English missionary to India (1811–1872)

Louisa Sewell Abbs (née Skipper) (1811–1872) was the wife of English missionary Rev. John Abbs who helped establish the lace and embroidery industry in Travancore, Southern India. She also founded and taught at girls boarding schools during her time in India.

==Background==
She was born in Norwich 1811. Her father was Samuel Skipper b. 1781 in Sinfield, Norfolk and her mother was Amelia Powell b. 1782 in Beccles, Suffolk. Although born in Norwich, her earlier life was spent in the rural village of Forncett. She attended a school run by a Unitarian minister, whose family loaned her many books. She attended the Parish Church in the morning and the Unitarian chapel in the afternoon. She became involved with the Church Missionary Auxiliary in Norwich, She assisted in organising prayer meetings, collecting for the church and the Jewish community, visiting the poor and afflicted. She became a member of the tabernacle and a Sabbath school teacher, although she maintained her relationships with her Christian fellowship.

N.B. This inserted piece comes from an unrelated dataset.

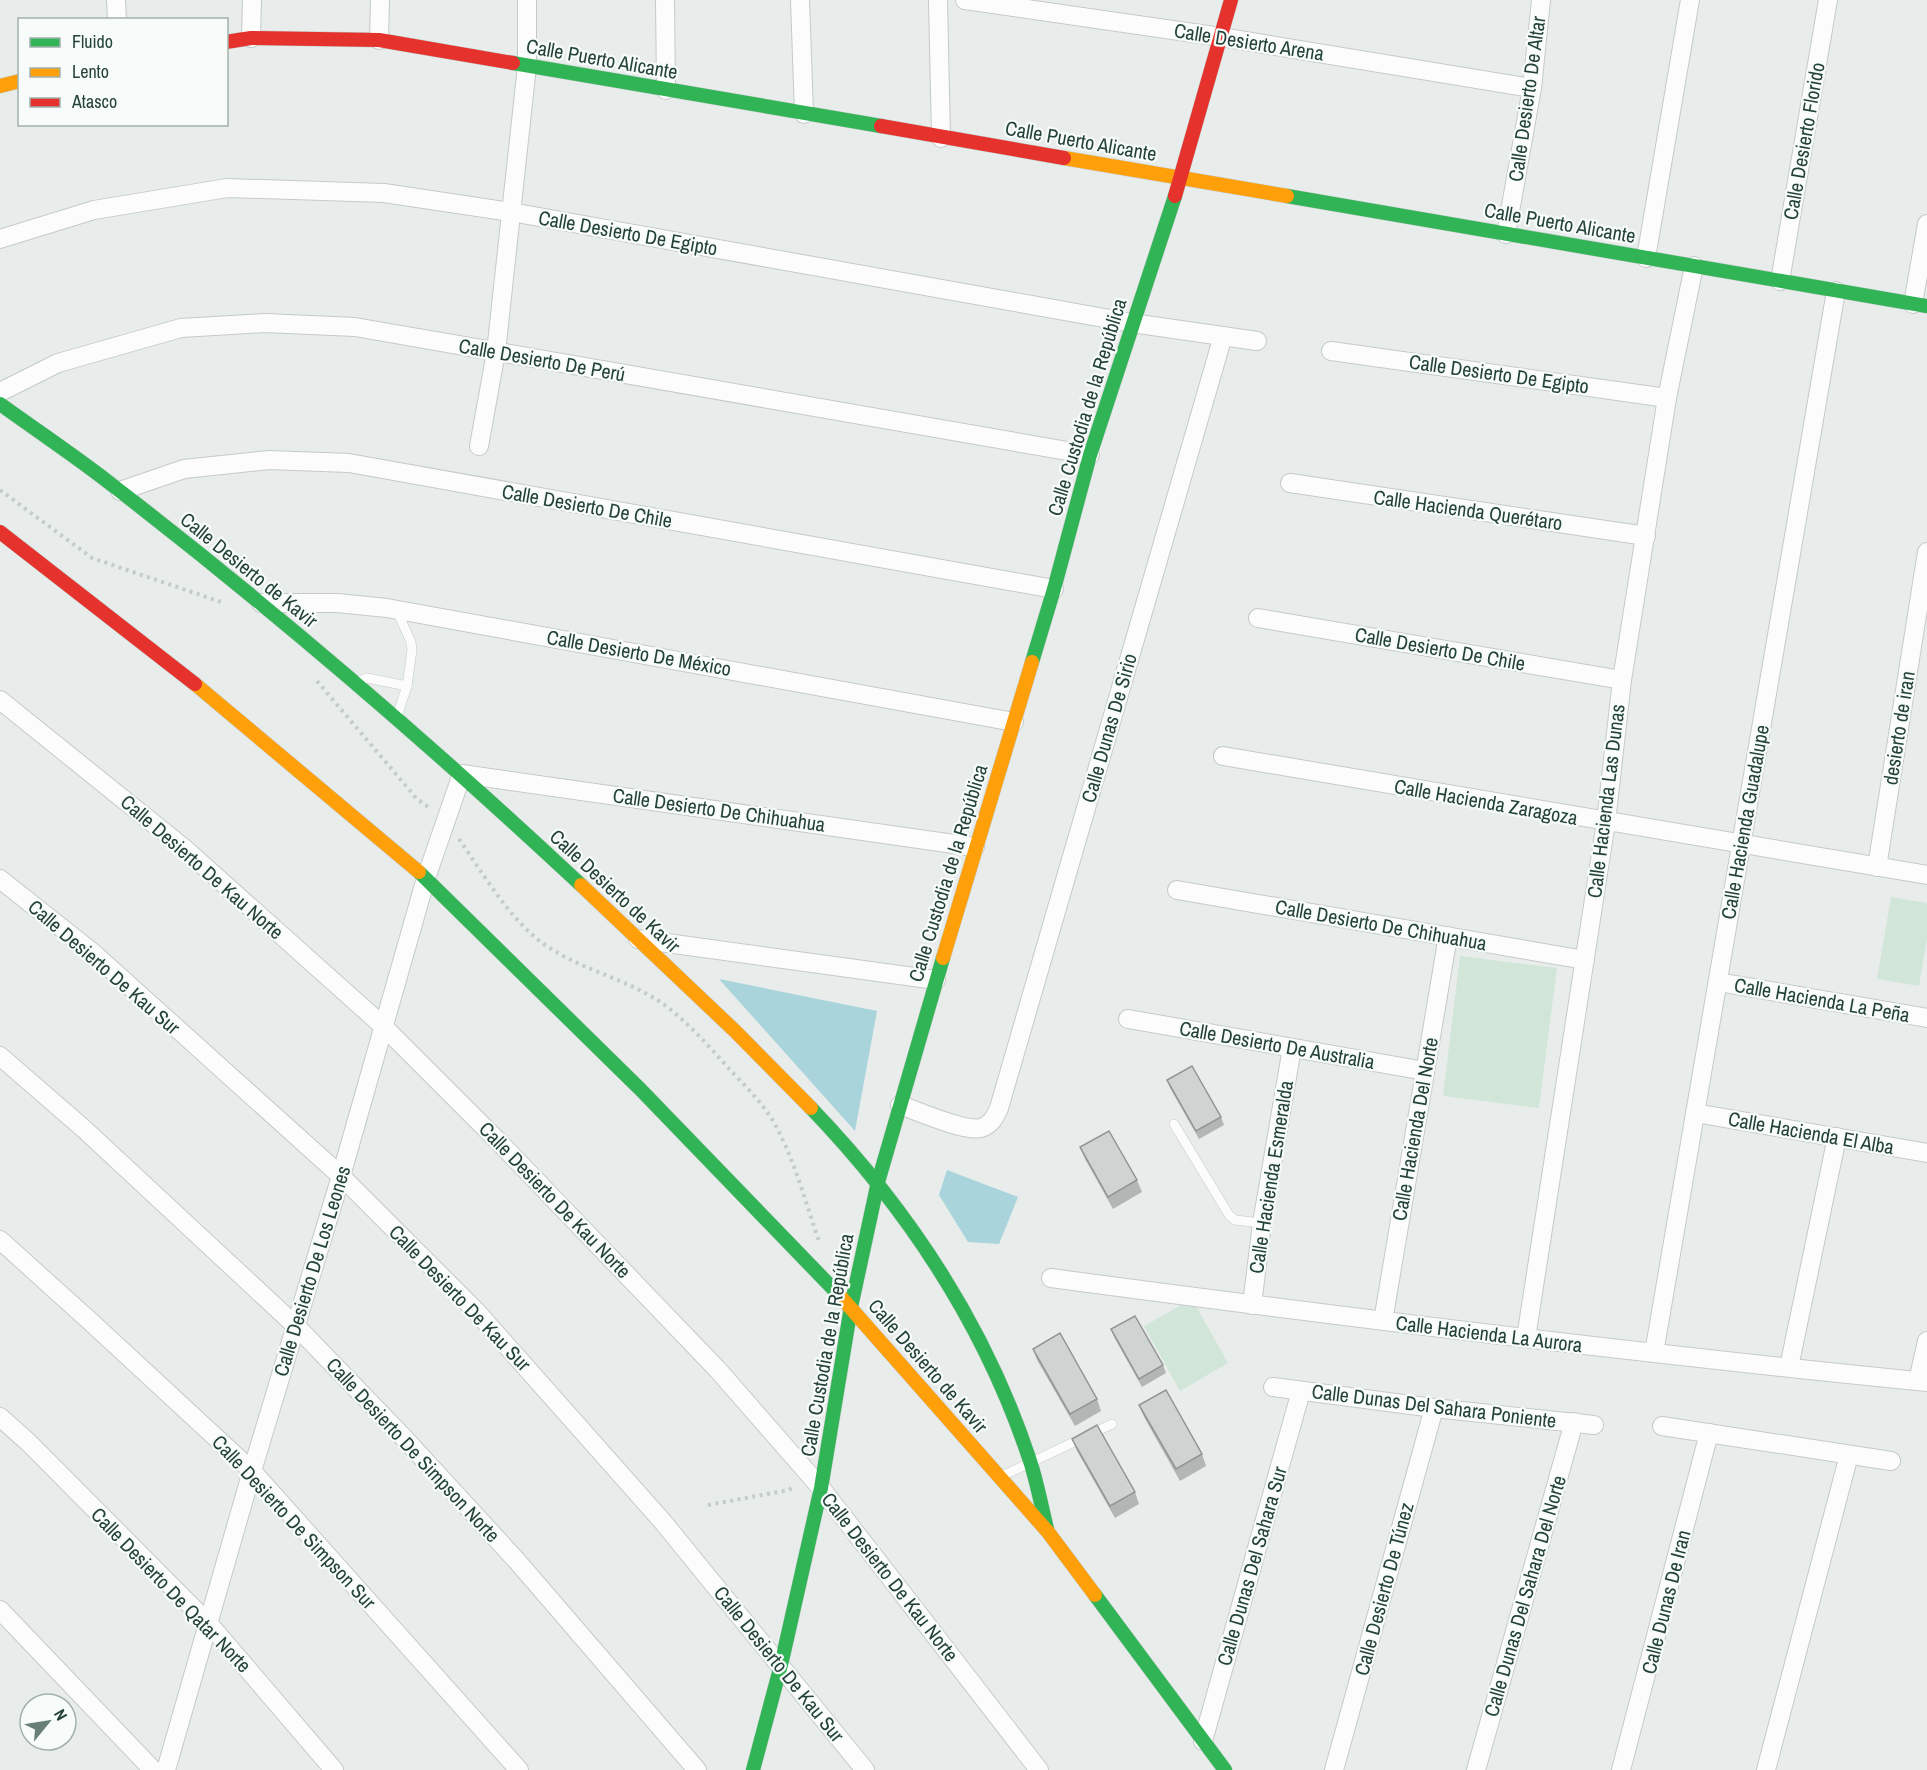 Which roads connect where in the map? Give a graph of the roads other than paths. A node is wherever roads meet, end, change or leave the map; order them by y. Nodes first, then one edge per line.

When she was 18 she offered her services as a teacher in the West Indies in one of the Church Mission Schools, The committee highly approved of her zeal and piety although they thought of her too young for such an important undertaking.

Louisa married Rev. John Abbs 15 Sep 1837 at the Princes Street Chapel, Norwich, Norfolk.

== Travancore, India==
In October 1837 her husband was appointed by the London Missionary Society to Neyoor, Travancore, India. They departed England the same month; they arrived in Quilton, South India March 1838 and finally arrived at the mission in Neyoor 20 April 1838.

In Neyoor while her husband worked alongside Rev. Charles Mead, She educated local girls and cared for the sick and afflicted. She along with Mrs Mault, the wife of another missionary began to teach lace making and embroidery to the local girls. While in Neyoor she gave birth to 3 children, John Henry b. 1838, Amelia b.1841 and Louisa b.1842.

In 1845 Rev. John Abbs was transferred to Pareychaley, South Travancore where a bungalow had been erected for Rev. Abbs to found his own mission. Louisa followed her husband she established girls boarding and orphan schools and taught the native girls subjects including religious education, history, geography and elements of natural philosophy. She continued her work from Neyoor and began the Embroidery Industry in the Pareychaley. The workers were paid a reasonable salary and the surplus was used mostly in building up institutions intended for women.

While in Pareychaley she gave birth to two more children, Selina b.1847 and Charles b.1849.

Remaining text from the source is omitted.